Read Me Please...
Dear Readers,
My names isn’t just Bekki Spector. It’s Bekki. And I’m not just a fanfic writer. I am a mom of a 5 year old daughter that I sometimes leave with the tv so that I can write and respond to comments. My husband works in a prison and I only see him 2 days a week. So not only do I miss him, sometimes I feel like a single mothers. Also, I am sick. Very sick somedays. I go to doctors nearly every month. I receive medicine similar to chemotherapy to keep me alive. I hurt everyday. I feel tired and sick everyday. I also suffer from depression. And I still take care of my daughter (alone some days) and I still find time to write fanfics. I love, love, love to write. I’ve been doing it since I was a young kid. It helps me forget about my pain. I have lost people I love to suicide this year. I barely see my husband.

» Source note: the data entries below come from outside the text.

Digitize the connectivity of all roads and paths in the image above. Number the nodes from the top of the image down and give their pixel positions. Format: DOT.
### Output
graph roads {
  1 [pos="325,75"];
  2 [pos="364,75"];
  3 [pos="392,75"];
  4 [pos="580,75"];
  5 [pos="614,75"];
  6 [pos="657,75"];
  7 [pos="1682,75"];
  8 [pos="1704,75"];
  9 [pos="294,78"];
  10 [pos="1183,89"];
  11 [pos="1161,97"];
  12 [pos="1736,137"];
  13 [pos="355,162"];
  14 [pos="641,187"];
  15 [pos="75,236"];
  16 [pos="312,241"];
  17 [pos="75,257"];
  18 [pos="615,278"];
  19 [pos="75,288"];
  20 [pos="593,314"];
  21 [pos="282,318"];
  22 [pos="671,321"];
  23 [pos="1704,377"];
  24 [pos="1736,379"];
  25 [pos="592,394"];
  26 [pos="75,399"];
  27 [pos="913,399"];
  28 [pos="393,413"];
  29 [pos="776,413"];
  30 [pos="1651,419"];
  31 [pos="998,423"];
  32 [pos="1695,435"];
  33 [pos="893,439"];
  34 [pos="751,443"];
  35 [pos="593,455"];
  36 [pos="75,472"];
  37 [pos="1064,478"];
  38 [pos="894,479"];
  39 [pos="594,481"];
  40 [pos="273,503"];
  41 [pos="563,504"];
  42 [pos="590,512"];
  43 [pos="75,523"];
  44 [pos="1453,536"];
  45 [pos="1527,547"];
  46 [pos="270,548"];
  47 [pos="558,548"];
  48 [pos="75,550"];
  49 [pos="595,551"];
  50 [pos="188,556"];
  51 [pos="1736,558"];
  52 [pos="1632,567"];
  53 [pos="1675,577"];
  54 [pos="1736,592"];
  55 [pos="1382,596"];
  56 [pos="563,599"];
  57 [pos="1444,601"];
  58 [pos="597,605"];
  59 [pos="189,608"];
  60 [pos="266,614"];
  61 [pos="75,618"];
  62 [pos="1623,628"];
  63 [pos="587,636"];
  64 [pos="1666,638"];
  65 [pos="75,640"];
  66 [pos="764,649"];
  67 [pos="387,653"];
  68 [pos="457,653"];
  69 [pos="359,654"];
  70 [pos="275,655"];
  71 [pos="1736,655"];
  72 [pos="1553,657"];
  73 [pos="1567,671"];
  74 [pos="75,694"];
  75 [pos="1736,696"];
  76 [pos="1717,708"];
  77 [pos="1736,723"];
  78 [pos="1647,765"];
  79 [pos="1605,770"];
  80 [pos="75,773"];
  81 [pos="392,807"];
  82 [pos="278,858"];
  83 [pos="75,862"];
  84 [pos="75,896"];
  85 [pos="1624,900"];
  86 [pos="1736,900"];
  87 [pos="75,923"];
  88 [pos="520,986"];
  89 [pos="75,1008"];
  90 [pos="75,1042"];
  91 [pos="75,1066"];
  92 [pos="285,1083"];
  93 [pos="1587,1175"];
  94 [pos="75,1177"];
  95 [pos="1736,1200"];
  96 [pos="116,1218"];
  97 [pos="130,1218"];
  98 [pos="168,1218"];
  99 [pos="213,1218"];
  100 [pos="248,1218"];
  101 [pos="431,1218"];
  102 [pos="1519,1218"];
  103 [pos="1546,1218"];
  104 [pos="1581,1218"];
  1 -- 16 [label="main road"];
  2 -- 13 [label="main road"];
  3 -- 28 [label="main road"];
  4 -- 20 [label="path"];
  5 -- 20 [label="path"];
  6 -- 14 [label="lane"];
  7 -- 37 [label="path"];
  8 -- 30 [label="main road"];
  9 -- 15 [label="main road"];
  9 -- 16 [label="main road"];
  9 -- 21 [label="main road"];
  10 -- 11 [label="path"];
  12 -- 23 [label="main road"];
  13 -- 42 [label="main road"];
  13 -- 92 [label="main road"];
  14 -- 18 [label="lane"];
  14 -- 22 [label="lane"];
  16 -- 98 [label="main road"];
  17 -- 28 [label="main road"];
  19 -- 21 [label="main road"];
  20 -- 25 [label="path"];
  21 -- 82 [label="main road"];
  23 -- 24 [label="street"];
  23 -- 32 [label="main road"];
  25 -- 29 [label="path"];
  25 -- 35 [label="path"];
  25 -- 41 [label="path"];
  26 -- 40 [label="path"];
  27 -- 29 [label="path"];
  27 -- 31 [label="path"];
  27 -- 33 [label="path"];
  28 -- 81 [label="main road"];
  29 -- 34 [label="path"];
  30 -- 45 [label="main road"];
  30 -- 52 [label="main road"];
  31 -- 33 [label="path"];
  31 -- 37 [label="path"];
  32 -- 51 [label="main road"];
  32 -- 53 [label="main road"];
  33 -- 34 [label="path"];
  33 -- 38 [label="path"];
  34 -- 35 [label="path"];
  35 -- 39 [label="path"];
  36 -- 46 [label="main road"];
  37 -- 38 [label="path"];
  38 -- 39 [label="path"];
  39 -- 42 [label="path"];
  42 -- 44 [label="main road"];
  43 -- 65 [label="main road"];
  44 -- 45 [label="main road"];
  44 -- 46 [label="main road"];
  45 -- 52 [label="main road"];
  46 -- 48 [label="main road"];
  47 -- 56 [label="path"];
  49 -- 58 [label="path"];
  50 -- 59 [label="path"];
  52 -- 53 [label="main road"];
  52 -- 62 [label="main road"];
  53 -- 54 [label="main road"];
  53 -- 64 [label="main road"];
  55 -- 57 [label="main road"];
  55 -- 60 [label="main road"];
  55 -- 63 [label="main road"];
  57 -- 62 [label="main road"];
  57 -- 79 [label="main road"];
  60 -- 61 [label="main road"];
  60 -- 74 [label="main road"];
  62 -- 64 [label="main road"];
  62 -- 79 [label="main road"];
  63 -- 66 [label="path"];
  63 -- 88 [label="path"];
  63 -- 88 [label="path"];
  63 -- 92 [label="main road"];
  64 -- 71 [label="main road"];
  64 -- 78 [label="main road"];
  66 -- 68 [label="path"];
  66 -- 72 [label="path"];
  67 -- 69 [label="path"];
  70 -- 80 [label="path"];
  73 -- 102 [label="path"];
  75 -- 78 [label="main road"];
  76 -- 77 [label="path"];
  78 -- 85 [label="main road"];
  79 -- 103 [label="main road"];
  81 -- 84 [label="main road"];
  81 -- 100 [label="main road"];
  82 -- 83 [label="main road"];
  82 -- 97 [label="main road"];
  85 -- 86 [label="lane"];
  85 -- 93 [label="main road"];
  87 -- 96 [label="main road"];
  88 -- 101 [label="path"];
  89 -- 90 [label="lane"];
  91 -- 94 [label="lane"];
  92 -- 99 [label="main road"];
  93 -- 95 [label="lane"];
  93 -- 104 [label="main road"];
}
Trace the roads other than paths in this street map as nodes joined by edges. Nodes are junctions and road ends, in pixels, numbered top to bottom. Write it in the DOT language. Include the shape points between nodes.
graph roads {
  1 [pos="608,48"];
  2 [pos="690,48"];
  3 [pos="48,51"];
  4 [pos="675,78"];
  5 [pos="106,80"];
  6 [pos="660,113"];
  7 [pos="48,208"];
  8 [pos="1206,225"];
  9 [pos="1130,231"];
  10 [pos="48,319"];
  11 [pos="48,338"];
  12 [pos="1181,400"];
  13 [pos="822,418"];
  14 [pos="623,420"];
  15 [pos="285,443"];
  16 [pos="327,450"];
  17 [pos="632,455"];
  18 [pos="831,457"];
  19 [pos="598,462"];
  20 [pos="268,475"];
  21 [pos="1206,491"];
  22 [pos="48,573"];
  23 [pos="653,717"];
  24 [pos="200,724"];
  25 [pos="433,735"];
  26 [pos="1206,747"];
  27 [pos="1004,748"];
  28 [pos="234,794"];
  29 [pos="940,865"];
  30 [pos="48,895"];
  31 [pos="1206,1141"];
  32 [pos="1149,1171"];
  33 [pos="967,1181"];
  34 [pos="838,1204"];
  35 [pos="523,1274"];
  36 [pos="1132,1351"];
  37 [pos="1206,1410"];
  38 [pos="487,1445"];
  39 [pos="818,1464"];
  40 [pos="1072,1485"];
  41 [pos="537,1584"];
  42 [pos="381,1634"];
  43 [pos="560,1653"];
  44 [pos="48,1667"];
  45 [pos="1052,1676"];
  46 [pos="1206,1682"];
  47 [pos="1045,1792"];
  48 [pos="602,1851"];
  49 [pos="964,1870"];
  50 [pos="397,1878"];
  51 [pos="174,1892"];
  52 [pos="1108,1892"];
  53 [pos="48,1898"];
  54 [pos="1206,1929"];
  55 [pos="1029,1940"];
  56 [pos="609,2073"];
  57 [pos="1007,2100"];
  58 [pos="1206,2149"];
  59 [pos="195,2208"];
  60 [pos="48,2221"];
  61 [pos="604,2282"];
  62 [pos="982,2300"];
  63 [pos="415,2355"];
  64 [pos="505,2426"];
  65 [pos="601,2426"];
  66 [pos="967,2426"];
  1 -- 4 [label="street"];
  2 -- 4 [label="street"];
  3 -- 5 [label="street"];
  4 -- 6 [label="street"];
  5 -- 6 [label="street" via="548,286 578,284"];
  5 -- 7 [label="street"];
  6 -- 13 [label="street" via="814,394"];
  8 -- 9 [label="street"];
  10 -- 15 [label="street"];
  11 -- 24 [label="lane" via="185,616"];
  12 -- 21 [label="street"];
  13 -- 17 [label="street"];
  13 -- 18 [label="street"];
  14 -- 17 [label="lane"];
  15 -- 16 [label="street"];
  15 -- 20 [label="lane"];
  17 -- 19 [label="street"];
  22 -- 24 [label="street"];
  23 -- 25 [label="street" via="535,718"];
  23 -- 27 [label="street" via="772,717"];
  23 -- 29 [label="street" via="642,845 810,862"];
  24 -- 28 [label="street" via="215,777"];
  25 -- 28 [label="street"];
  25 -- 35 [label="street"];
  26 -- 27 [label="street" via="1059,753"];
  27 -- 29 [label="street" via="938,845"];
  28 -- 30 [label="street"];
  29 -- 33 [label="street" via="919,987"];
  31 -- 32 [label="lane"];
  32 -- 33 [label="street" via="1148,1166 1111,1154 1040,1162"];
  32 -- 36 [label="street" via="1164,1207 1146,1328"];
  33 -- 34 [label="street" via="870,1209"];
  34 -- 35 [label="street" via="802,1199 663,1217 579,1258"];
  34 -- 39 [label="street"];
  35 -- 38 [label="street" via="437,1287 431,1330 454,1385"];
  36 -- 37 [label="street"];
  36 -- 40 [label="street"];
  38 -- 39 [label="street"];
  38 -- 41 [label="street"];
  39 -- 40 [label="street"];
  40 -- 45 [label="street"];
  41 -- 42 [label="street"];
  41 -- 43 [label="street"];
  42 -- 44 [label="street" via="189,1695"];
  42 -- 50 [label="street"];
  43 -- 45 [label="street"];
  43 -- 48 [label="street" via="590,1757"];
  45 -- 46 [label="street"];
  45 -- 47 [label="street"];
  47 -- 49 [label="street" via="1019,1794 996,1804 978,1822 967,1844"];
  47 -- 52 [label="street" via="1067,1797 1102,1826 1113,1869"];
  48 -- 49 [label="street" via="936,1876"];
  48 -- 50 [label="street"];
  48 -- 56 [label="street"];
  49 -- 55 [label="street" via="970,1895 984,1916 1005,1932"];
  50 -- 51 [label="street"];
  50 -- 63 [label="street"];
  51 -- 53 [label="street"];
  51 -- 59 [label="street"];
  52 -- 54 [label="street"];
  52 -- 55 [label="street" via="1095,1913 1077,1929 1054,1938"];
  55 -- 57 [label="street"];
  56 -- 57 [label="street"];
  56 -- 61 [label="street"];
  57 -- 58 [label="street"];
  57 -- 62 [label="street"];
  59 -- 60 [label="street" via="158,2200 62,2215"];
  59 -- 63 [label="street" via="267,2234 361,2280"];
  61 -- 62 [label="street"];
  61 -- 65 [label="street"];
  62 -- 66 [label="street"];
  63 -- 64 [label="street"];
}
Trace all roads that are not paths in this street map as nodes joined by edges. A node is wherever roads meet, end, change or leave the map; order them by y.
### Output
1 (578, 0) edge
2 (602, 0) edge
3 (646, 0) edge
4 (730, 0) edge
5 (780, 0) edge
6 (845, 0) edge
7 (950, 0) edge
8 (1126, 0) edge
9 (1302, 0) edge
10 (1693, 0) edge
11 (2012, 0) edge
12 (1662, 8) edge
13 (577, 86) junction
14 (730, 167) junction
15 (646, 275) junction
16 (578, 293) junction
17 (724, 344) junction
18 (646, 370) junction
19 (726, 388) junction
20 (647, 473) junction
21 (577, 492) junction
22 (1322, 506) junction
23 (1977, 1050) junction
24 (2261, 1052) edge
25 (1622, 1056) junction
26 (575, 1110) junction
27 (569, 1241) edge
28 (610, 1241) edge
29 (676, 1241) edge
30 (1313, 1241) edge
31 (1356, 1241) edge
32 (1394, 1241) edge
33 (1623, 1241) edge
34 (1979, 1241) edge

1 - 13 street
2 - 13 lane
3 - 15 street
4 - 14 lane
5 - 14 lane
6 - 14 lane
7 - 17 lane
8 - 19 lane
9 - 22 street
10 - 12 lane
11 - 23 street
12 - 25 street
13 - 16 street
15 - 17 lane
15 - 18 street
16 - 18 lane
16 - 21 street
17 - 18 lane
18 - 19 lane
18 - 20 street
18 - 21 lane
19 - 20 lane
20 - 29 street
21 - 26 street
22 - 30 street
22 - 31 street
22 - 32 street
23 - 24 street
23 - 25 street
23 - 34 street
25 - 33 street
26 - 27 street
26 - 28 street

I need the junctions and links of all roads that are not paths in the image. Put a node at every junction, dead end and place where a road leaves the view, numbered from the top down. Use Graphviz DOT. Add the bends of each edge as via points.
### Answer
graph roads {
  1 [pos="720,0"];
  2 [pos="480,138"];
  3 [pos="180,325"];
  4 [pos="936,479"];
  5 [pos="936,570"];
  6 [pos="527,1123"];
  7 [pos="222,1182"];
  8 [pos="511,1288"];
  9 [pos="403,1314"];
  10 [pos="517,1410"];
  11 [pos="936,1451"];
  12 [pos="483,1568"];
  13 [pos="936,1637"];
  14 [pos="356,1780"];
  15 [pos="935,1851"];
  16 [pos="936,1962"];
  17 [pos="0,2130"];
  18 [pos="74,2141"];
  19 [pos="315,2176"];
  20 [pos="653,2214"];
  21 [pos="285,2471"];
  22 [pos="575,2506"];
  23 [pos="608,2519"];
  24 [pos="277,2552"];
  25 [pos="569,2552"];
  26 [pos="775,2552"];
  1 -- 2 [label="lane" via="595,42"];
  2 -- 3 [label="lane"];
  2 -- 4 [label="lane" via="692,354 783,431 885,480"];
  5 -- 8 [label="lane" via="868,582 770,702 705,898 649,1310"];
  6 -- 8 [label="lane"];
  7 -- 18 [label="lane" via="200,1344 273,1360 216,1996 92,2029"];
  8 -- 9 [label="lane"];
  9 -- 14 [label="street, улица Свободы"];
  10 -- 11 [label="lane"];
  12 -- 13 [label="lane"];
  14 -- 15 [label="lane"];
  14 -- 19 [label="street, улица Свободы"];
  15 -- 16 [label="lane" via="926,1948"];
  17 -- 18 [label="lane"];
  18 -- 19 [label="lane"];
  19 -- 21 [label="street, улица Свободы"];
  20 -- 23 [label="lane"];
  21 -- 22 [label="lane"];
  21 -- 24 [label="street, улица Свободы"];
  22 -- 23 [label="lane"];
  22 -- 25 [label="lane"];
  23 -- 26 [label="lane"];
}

I HURT. I write to help me deal with my life. I find time to read every comment, even if I don’t have time to respond to all of them. I see them and acknowledge them. But again, this is for fun. I understand that not everyone will like my writing style and that’s totally ok! But please, leave negative comments to yourself. Also, if someone makes a comment you don’t like on one of my pages, please don’t complain to me. I do not babysit the comments or play referee. I don’t have the time or energy. I’m sorry if you don’t like that, but that’s how it’s going to be. If I continue to receive negative comments, or complains about other comments, or if you expect me to monitor every single comment, my first step will be to turn off all comments, my next step will be to make all my stories invite only. I’m close to taking a long break from writing altogether because I simply don’t deserve to have to stress over something that’s supposed to be fun. I hope you all understand. Please keep it positive or keep it to yourself, and I say that without trying to be rude even though it sounds that way. I’m just… tired and sad and sick and so lonely somedays. Please, please understand that some days, this site is my happiness and even a small negative comment HURTS me badly, even if it was meant to be constructive. I’m sensitive and fragile lately and pretending to smile takes a lot of my energy. And those smiles are reserved for my daughter first. Please enjoy my fics because I do enjoy writing them. Thank you for all the love and support!